Cardiology for the Streets is a practical, experience-driven guide to cardiac decision-making in prehospital and frontline emergency care, where information is incomplete, ECGs are often nondiagnostic, and the most important decisions are made before labs, imaging, or cardiology consults exist.
This is not a protocol manual.
It is a book about judgment.
Written by a registered nurse, paramedic, cardiovascular leader, cath lab clinician, and flight program educator, this book focuses on what actually saves patients when cardiology does not announce itself clearly.
Inside, you will learn how to:
• Recognize high-risk cardiac patients with normal or misleading ECGs
• Understand why symptom relief does not equal physiologic safety
• Identify acute coronary syndromes beyond classic STEMI patterns
• Avoid anchoring on reassuring vitals, trends, or group consensus
• Make better destination, escalation, and timing decisions under pressure
• Think clearly when protocols end and uncertainty begins
A dedicated case section presents real-world scenarios that expose how cardiac patients are missed, delayed, or falsely reassured in the field, followed by discussion tools designed for EMS education, training officers, and medical directors.

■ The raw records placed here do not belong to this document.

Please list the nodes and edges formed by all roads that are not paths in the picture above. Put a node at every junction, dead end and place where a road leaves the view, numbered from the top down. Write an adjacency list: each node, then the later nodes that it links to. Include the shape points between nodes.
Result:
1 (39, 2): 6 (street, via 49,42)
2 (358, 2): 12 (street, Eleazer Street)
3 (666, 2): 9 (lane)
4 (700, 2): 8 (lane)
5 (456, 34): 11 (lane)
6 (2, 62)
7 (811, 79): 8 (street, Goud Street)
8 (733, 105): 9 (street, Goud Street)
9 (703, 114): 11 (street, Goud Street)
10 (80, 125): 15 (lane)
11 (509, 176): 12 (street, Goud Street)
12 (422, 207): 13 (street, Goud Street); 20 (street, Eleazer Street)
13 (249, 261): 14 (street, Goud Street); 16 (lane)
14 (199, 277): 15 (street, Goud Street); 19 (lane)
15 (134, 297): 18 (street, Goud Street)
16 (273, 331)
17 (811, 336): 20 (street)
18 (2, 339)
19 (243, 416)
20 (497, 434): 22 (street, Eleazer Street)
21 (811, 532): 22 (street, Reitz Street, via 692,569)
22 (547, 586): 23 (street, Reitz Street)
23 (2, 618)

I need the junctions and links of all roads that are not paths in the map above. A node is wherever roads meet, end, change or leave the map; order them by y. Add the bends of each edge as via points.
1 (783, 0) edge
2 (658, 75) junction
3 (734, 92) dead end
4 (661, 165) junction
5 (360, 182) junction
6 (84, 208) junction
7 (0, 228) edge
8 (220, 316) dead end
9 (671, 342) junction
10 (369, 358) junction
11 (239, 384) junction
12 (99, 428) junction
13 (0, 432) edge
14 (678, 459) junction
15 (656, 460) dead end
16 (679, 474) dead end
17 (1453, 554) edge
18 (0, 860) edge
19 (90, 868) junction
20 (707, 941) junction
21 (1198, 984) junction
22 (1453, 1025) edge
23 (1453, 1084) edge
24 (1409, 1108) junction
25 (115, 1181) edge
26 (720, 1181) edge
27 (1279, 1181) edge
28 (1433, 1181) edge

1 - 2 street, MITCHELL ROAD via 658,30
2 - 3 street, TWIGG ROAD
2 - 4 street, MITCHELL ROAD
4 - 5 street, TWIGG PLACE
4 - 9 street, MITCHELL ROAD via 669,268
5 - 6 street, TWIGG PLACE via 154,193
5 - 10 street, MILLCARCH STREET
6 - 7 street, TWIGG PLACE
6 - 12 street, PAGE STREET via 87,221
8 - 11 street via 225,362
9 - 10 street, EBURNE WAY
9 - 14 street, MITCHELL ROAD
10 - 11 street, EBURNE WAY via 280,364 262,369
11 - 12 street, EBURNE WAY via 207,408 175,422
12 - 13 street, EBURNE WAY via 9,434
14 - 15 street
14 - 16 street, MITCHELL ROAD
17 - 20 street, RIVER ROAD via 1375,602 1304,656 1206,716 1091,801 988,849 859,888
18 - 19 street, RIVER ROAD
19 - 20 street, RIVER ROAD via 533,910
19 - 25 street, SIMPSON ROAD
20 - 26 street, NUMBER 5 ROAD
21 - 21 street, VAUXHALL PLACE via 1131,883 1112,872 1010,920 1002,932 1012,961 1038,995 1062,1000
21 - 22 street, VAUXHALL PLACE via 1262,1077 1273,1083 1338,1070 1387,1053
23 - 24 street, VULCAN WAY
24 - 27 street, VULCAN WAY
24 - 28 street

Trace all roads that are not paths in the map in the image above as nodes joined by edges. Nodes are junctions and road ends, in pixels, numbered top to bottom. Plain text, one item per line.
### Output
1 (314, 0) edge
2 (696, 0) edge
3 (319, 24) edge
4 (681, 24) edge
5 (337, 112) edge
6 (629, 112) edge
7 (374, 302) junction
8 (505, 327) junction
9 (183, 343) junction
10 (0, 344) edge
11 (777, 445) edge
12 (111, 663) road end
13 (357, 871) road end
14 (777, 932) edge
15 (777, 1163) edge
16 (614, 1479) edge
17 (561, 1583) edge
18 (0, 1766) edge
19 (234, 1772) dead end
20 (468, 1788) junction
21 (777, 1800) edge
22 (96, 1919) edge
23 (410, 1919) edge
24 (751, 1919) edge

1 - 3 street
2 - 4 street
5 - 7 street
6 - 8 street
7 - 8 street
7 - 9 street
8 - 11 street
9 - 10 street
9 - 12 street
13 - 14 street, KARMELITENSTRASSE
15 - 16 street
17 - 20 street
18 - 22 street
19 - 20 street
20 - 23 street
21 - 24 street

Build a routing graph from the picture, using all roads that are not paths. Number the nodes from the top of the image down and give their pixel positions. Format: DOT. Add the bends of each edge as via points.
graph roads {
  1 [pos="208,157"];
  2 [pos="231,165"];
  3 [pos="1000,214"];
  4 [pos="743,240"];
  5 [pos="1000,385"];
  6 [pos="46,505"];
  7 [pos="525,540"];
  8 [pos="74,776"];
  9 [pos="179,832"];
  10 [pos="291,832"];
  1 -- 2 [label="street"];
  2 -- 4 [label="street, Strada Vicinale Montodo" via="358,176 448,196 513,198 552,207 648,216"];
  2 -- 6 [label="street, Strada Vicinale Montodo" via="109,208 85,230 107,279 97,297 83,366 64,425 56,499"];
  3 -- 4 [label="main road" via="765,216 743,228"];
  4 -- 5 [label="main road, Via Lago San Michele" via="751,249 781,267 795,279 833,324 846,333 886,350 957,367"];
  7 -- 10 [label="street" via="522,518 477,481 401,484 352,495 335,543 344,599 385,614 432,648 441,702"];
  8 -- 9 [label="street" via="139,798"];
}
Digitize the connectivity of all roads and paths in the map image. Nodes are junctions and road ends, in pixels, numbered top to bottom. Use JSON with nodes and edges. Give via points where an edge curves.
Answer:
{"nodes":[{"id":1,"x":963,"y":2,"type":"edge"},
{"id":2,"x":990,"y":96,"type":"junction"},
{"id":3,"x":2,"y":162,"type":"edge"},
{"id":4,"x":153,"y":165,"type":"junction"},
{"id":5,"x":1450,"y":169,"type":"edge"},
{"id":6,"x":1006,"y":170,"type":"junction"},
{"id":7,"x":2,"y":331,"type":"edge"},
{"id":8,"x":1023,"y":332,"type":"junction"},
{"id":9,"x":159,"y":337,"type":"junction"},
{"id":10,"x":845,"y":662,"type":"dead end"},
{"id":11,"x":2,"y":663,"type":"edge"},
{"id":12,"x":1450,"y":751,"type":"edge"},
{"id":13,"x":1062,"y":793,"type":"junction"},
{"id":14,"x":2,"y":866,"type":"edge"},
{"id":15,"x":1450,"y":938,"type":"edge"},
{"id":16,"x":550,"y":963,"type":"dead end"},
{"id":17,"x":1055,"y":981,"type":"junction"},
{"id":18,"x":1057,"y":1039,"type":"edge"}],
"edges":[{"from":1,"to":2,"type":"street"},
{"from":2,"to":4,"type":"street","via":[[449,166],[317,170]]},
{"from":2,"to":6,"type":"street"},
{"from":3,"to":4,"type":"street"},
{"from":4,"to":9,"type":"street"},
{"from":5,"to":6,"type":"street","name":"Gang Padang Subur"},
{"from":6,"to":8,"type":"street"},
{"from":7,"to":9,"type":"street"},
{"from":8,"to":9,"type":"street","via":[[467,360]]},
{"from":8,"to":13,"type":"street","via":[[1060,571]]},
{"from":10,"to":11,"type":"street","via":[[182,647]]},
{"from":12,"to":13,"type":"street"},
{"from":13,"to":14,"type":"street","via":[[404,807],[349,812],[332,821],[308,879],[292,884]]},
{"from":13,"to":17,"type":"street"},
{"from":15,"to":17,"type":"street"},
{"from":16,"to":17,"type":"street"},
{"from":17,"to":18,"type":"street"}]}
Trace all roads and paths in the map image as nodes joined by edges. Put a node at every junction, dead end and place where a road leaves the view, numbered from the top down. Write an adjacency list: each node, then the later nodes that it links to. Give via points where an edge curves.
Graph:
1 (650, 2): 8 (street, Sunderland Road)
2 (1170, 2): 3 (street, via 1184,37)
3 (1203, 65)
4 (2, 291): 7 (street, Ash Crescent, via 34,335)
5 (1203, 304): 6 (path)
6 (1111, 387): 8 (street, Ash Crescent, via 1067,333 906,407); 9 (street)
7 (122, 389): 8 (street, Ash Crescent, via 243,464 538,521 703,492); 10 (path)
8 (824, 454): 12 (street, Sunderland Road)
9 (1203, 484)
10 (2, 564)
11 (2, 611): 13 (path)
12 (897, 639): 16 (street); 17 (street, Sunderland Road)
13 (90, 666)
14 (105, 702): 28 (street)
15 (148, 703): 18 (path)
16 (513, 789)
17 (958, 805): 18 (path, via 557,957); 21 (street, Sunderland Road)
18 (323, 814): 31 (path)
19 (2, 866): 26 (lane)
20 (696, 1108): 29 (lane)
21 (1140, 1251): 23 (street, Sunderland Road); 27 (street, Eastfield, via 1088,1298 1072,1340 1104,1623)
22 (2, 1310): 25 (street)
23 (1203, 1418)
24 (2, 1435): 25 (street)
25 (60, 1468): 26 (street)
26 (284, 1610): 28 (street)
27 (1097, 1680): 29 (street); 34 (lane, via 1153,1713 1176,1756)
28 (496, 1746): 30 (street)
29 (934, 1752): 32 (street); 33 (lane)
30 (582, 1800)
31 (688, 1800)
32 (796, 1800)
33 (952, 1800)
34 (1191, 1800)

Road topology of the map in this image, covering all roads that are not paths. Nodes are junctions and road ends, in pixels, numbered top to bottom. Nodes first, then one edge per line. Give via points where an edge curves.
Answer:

This book is designed for:
• Paramedics and advanced EMTs
• Flight and critical care clinicians
• EMS educators and training officers
• Medical directors and quality leaders
• Experienced providers who want to sharpen judgment, not memorize algorithms
If you have ever thought:
“He looks better.”
“The ECG is normal.”
“Let’s see how this goes.”
This book is for you.
Cardiology for the Streets does not replace protocols or medical direction. It gives language to the decisions emergency clinicians already make and helps them recognize risk earlier, communicate urgency better, and understand why cardiology on the street behaves differently than cardiology in textbooks.
Because the most dangerous cardiac patients rarely look dramatic.
And the most important decisions happen before the hospital ever takes the patient.